◆ EXERCISE DIRECTIONS ◆
Retype every entry exactly, character for character.
──────── AVAILABLE DATA
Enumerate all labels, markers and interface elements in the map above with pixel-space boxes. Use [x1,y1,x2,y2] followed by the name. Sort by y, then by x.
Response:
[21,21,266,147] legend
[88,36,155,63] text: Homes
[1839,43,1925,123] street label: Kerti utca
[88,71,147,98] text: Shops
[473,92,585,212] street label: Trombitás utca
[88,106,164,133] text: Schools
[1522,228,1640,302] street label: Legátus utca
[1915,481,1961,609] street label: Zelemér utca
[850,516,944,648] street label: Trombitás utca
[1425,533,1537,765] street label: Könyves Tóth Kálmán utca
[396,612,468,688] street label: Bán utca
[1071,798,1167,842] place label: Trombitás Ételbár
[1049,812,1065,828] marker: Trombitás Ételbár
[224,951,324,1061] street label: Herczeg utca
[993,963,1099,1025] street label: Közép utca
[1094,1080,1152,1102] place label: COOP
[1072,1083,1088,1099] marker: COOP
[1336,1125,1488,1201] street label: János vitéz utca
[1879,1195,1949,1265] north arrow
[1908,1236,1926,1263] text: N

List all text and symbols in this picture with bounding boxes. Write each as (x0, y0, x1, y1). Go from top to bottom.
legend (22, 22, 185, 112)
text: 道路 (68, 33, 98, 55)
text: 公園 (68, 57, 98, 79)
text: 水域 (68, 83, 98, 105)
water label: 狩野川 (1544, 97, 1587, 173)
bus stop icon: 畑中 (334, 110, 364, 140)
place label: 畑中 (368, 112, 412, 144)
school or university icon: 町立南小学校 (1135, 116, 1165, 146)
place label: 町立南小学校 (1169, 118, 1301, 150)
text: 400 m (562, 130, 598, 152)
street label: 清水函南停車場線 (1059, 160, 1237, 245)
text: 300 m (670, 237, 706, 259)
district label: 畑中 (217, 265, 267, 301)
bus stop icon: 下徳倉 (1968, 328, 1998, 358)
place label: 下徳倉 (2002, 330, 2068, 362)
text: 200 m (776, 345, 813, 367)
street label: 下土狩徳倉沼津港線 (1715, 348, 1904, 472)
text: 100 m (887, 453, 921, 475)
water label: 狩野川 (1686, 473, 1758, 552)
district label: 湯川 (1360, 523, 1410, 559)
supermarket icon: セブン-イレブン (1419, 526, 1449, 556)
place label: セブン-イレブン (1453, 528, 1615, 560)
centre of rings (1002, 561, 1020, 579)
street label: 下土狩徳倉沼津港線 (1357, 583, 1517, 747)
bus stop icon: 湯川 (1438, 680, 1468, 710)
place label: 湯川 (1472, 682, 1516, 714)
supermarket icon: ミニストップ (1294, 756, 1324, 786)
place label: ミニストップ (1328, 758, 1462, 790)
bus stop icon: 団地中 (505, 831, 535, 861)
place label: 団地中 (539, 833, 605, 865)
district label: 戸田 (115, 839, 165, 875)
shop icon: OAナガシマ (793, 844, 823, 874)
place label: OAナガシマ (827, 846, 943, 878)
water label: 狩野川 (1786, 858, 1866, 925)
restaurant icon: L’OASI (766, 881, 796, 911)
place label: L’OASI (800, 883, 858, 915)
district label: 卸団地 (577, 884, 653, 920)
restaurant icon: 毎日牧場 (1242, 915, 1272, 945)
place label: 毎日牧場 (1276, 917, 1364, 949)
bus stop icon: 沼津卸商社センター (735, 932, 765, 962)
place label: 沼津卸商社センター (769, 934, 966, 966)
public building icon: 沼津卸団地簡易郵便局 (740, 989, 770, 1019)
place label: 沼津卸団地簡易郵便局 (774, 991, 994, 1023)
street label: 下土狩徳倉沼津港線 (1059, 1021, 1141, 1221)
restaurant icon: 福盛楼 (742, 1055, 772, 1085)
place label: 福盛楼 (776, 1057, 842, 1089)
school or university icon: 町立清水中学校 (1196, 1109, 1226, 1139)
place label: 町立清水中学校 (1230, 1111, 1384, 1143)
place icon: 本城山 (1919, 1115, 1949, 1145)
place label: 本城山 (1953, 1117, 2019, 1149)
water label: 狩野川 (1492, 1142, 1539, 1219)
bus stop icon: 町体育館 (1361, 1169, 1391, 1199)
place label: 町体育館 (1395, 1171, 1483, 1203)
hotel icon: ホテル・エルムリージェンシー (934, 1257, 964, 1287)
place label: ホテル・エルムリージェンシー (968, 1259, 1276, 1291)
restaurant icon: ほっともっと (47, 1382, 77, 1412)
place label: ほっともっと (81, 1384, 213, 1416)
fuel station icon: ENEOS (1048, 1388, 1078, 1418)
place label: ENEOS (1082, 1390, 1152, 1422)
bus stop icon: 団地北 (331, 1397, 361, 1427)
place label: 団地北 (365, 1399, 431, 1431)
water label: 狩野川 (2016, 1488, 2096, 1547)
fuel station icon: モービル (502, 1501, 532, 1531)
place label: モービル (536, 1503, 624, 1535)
────────────────
◆ ANSWER SECTION ◆
Enumerate all labels, markers and interface elements in the map above with pixel-space boxes. Use [x1,y1,x2,y2] followed by the name. Sort by y, then by x.
Response:
[21,21,266,147] legend
[88,36,155,63] text: Homes
[1839,43,1925,123] street label: Kerti utca
[88,71,147,98] text: Shops
[473,92,585,212] street label: Trombitás utca
[88,106,164,133] text: Schools
[1522,228,1640,302] street label: Legátus utca
[1915,481,1961,609] street label: Zelemér utca
[850,516,944,648] street label: Trombitás utca
[1425,533,1537,765] street label: Könyves Tóth Kálmán utca
[396,612,468,688] street label: Bán utca
[1071,798,1167,842] place label: Trombitás Ételbár
[1049,812,1065,828] marker: Trombitás Ételbár
[224,951,324,1061] street label: Herczeg utca
[993,963,1099,1025] street label: Közép utca
[1094,1080,1152,1102] place label: COOP
[1072,1083,1088,1099] marker: COOP
[1336,1125,1488,1201] street label: János vitéz utca
[1879,1195,1949,1265] north arrow
[1908,1236,1926,1263] text: N

List all text and symbols in this picture with bounding boxes. Write each as (x0, y0, x1, y1). Go from top to bottom.
legend (22, 22, 185, 112)
text: 道路 (68, 33, 98, 55)
text: 公園 (68, 57, 98, 79)
text: 水域 (68, 83, 98, 105)
water label: 狩野川 (1544, 97, 1587, 173)
bus stop icon: 畑中 (334, 110, 364, 140)
place label: 畑中 (368, 112, 412, 144)
school or university icon: 町立南小学校 (1135, 116, 1165, 146)
place label: 町立南小学校 (1169, 118, 1301, 150)
text: 400 m (562, 130, 598, 152)
street label: 清水函南停車場線 (1059, 160, 1237, 245)
text: 300 m (670, 237, 706, 259)
district label: 畑中 (217, 265, 267, 301)
bus stop icon: 下徳倉 (1968, 328, 1998, 358)
place label: 下徳倉 (2002, 330, 2068, 362)
text: 200 m (776, 345, 813, 367)
street label: 下土狩徳倉沼津港線 (1715, 348, 1904, 472)
text: 100 m (887, 453, 921, 475)
water label: 狩野川 (1686, 473, 1758, 552)
district label: 湯川 (1360, 523, 1410, 559)
supermarket icon: セブン-イレブン (1419, 526, 1449, 556)
place label: セブン-イレブン (1453, 528, 1615, 560)
centre of rings (1002, 561, 1020, 579)
street label: 下土狩徳倉沼津港線 (1357, 583, 1517, 747)
bus stop icon: 湯川 (1438, 680, 1468, 710)
place label: 湯川 (1472, 682, 1516, 714)
supermarket icon: ミニストップ (1294, 756, 1324, 786)
place label: ミニストップ (1328, 758, 1462, 790)
bus stop icon: 団地中 (505, 831, 535, 861)
place label: 団地中 (539, 833, 605, 865)
district label: 戸田 (115, 839, 165, 875)
shop icon: OAナガシマ (793, 844, 823, 874)
place label: OAナガシマ (827, 846, 943, 878)
water label: 狩野川 (1786, 858, 1866, 925)
restaurant icon: L’OASI (766, 881, 796, 911)
place label: L’OASI (800, 883, 858, 915)
district label: 卸団地 (577, 884, 653, 920)
restaurant icon: 毎日牧場 (1242, 915, 1272, 945)
place label: 毎日牧場 (1276, 917, 1364, 949)
bus stop icon: 沼津卸商社センター (735, 932, 765, 962)
place label: 沼津卸商社センター (769, 934, 966, 966)
public building icon: 沼津卸団地簡易郵便局 (740, 989, 770, 1019)
place label: 沼津卸団地簡易郵便局 (774, 991, 994, 1023)
street label: 下土狩徳倉沼津港線 (1059, 1021, 1141, 1221)
restaurant icon: 福盛楼 (742, 1055, 772, 1085)
place label: 福盛楼 (776, 1057, 842, 1089)
school or university icon: 町立清水中学校 (1196, 1109, 1226, 1139)
place label: 町立清水中学校 (1230, 1111, 1384, 1143)
place icon: 本城山 (1919, 1115, 1949, 1145)
place label: 本城山 (1953, 1117, 2019, 1149)
water label: 狩野川 (1492, 1142, 1539, 1219)
bus stop icon: 町体育館 (1361, 1169, 1391, 1199)
place label: 町体育館 (1395, 1171, 1483, 1203)
hotel icon: ホテル・エルムリージェンシー (934, 1257, 964, 1287)
place label: ホテル・エルムリージェンシー (968, 1259, 1276, 1291)
restaurant icon: ほっともっと (47, 1382, 77, 1412)
place label: ほっともっと (81, 1384, 213, 1416)
fuel station icon: ENEOS (1048, 1388, 1078, 1418)
place label: ENEOS (1082, 1390, 1152, 1422)
bus stop icon: 団地北 (331, 1397, 361, 1427)
place label: 団地北 (365, 1399, 431, 1431)
water label: 狩野川 (2016, 1488, 2096, 1547)
fuel station icon: モービル (502, 1501, 532, 1531)
place label: モービル (536, 1503, 624, 1535)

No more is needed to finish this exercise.